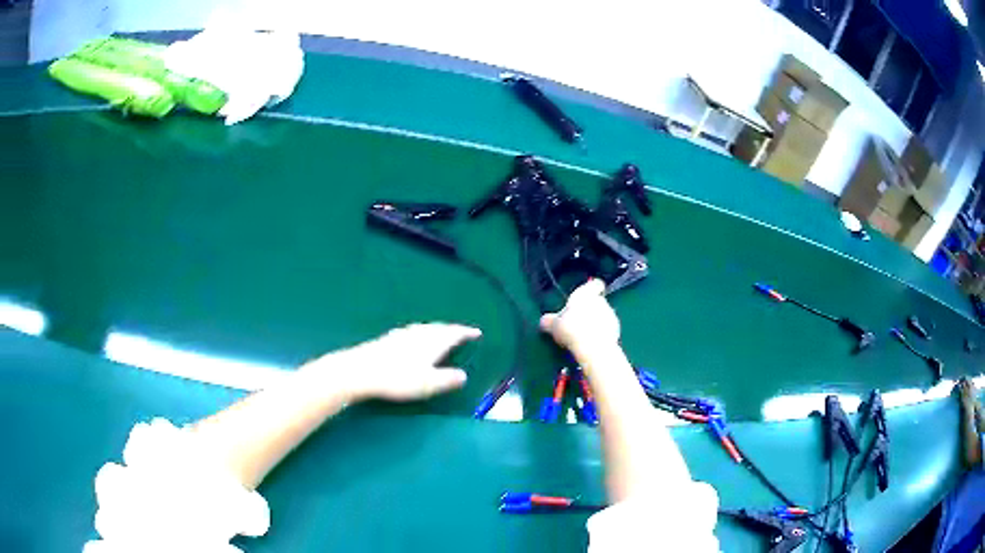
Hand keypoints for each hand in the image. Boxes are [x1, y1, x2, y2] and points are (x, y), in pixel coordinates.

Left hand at [318, 323, 481, 401]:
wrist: (360, 371)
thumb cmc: (397, 378)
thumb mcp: (428, 384)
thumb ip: (448, 379)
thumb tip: (464, 375)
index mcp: (432, 342)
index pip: (454, 333)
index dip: (466, 333)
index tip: (477, 332)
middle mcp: (418, 334)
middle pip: (439, 328)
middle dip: (451, 330)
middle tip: (461, 333)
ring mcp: (401, 335)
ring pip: (424, 329)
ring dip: (435, 330)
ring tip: (440, 334)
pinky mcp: (387, 339)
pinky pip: (412, 332)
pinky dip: (420, 333)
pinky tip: (413, 338)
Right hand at [540, 279, 619, 351]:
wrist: (592, 346)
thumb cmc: (570, 328)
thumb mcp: (553, 325)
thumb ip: (548, 321)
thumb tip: (544, 321)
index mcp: (585, 294)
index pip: (595, 284)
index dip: (592, 288)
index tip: (588, 294)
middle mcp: (601, 301)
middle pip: (598, 301)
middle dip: (591, 309)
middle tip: (579, 321)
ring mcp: (611, 315)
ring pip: (604, 315)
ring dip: (597, 322)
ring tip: (585, 334)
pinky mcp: (617, 329)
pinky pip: (608, 328)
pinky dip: (603, 333)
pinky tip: (593, 343)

Task to complete: Exactly the lines from the top of the listing through the line holding "middle pip: (598, 301)" should be repeated, with pictures left out.

Task answer:
Hand keypoints for each hand in the image. Boxes are [x1, y1, x2, y2] and points are (x, y), in pixel coordinates.

Left hand at [318, 323, 481, 401]:
wrist: (360, 371)
thumb cmc: (397, 378)
thumb mcp: (428, 384)
thumb ip: (448, 379)
thumb tip: (464, 375)
index mcp: (432, 342)
index pip: (454, 333)
index dip: (466, 333)
index tip: (477, 332)
middle mcp: (418, 334)
middle pip: (439, 328)
middle dip: (451, 330)
middle tip: (461, 333)
ring mcp: (401, 335)
ring pip: (424, 329)
ring dip: (435, 330)
ring tip: (440, 334)
pinky mcp: (387, 339)
pinky pip: (412, 332)
pinky dip: (420, 333)
pinky tip: (413, 338)
Right hand at [540, 279, 619, 351]:
wrist: (592, 346)
thumb cmc: (570, 328)
thumb mcp: (553, 325)
thumb ip: (548, 321)
thumb tip: (544, 321)
index mcp: (585, 294)
index pip: (595, 284)
index dip: (592, 288)
index tip: (588, 294)
middle mcp: (601, 301)
middle pip: (598, 301)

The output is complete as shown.